'Well, Bessy, how are you? Better, I hope, now the wind has
changed.' 'Better and not better, if yo' know what that means.' 'Not exactly,' replied Margaret, smiling.
'I'm better in not being torn to pieces by coughing o'nights, but
I'm weary and tired o' Milton, and longing to get away to the
land o' Beulah; and when I think I'm farther and farther off, my
heart sinks, and I'm no better; I'm worse.' Margaret turned round
to walk alongside of the girl in her feeble progress homeward.

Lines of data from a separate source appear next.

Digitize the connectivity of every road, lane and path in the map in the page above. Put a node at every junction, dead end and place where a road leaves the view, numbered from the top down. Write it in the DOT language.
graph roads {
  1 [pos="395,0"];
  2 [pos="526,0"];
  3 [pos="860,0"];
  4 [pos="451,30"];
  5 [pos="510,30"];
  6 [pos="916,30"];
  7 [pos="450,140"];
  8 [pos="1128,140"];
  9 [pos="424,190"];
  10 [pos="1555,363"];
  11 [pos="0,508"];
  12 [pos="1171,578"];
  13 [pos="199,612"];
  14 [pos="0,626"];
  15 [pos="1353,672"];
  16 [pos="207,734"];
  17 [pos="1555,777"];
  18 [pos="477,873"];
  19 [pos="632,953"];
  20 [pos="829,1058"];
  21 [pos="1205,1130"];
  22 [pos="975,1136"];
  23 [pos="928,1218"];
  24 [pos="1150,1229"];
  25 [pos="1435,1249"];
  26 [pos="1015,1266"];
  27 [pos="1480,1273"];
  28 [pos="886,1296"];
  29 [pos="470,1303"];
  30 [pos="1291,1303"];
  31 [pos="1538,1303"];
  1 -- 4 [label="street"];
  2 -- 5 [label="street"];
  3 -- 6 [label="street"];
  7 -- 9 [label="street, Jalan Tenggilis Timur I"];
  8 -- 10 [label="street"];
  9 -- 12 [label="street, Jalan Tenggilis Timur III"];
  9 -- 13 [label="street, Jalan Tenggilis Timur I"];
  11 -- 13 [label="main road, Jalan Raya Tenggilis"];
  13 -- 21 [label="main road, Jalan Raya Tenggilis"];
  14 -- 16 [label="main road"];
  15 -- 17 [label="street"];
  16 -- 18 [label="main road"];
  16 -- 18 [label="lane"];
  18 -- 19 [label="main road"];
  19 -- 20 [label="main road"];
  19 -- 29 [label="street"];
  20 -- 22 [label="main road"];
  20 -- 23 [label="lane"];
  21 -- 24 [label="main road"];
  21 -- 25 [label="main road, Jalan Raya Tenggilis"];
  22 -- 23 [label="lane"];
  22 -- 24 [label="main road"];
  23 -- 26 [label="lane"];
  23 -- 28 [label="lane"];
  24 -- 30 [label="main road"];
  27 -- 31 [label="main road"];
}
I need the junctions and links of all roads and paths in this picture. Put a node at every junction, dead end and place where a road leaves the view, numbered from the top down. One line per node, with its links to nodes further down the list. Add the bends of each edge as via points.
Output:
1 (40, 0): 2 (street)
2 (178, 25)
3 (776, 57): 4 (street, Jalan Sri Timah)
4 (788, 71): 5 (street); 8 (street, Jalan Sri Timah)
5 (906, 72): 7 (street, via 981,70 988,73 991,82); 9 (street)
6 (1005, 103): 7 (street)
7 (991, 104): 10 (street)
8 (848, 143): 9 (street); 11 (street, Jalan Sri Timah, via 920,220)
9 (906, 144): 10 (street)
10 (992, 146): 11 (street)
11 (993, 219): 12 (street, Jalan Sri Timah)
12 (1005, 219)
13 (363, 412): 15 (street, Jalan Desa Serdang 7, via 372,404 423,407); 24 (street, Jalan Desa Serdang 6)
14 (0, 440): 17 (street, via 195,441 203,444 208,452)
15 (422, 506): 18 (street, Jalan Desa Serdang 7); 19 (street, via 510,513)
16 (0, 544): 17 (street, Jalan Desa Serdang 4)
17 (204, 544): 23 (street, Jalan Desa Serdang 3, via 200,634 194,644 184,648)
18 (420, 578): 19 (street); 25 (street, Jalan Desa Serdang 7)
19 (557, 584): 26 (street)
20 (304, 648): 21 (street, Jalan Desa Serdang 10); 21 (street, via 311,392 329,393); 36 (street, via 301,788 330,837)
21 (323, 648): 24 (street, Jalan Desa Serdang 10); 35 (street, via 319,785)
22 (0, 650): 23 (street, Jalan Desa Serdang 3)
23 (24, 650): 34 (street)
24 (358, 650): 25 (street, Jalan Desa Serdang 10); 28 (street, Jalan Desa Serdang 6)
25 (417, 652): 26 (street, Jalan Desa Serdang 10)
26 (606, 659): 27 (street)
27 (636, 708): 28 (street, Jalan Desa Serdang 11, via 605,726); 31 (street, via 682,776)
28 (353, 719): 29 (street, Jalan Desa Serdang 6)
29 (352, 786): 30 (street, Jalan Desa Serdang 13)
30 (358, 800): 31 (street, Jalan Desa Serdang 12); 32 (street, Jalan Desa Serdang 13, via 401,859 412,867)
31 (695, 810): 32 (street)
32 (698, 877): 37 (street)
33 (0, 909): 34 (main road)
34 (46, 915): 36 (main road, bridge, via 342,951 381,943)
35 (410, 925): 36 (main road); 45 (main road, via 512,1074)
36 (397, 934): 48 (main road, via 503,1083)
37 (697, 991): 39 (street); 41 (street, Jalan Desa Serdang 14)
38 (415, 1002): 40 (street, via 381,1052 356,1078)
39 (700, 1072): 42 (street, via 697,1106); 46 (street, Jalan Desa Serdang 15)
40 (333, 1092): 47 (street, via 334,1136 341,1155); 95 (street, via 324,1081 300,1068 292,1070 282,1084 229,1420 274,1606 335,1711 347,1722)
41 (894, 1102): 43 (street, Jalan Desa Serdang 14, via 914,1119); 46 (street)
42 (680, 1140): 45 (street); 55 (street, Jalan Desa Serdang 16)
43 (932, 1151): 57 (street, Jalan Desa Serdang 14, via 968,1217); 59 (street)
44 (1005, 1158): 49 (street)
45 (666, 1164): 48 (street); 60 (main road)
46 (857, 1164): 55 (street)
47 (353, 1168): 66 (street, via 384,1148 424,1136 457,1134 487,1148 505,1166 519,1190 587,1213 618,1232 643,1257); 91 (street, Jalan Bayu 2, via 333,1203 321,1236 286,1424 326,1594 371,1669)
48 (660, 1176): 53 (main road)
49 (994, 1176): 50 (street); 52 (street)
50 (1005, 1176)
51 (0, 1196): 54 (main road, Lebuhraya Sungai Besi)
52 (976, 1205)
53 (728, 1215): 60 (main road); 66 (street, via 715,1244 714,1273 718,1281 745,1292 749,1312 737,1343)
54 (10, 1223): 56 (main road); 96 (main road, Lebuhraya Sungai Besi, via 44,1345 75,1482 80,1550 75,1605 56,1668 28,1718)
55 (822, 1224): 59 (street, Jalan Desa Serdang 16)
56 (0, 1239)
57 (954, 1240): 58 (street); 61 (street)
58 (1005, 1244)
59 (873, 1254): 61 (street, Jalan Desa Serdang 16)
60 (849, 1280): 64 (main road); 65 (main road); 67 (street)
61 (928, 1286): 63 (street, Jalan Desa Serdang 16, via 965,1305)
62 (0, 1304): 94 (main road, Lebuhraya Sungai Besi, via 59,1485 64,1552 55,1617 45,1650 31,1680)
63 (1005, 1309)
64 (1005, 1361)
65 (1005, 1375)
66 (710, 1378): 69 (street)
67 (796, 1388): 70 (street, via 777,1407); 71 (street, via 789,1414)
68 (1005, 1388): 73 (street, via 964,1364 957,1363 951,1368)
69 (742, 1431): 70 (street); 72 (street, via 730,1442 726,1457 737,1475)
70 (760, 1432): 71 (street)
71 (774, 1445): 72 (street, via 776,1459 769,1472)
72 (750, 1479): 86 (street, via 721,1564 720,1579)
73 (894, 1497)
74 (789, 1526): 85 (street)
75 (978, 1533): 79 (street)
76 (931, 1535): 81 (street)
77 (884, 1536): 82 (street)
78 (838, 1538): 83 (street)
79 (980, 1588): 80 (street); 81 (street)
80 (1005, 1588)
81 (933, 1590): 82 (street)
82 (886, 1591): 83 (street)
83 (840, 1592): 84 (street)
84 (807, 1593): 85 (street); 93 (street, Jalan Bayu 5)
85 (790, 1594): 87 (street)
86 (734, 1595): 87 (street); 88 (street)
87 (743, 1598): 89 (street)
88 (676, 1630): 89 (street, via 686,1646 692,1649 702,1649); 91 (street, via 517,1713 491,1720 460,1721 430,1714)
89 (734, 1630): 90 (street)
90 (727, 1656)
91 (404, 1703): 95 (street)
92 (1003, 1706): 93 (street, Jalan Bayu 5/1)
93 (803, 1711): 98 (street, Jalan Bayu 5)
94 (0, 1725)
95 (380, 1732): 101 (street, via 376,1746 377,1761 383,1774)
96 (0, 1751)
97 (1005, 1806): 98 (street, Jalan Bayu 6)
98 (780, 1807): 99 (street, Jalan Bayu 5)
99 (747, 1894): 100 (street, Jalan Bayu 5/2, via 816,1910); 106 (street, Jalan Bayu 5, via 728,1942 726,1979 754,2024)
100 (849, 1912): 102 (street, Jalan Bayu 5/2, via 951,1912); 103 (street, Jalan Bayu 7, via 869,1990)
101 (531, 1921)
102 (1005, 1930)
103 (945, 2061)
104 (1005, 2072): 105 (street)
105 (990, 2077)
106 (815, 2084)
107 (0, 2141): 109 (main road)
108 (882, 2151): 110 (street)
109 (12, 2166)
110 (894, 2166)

But for a minute or two she did not speak. At last she said in a
low voice, 'Bessy, do you wish to die?' For she shrank from death herself,
with all the clinging to life so natural to the young and
healthy.
Bessy was silent in her turn for a minute or two. Then she
replied, 'If yo'd led the life I have, and getten as weary of it as I
have, and thought at times, "maybe it'll last for fifty or sixty
years--it does wi' some,"--and got dizzy and dazed, and sick, as
each of them sixty years seemed to spin about me, and mock me
with its length of hours and minutes, and endless bits o'
time--oh, wench! I tell thee thou'd been glad enough when th'
doctor said he feared thou'd never see another winter.' 'Why, Bessy, what kind of a life has yours been?' 'Nought worse than many others, I reckon. Only I fretted again
it, and they didn't.' 'But what was it? You know, I'm a stranger here, so perhaps I'm
not so quick at understanding what you mean as if I'd lived all
my life at Milton.' 'If yo'd ha' come to our house when yo' said yo' would, I could
maybe ha' told you. But father says yo're just like th' rest on
'em; it's out o' sight out o' mind wi' you.' 'I don't know who the rest are; and I've been very busy; and, to
tell the truth, I had forgotten my promise--' 'Yo' offered it! we asked none of it.' 'I had forgotten what I said for the time,' continued Margaret
quietly. 'I should have thought of it again when I was less busy.
May I go with you now?' Bessy gave a quick glance at Margaret's
face, to see if the wish expressed was really felt. The sharpness
in her eye turned to a wistful longing as she met Margaret's soft
and friendly gaze.
'I ha' none so many to care for me; if yo' care yo' may come.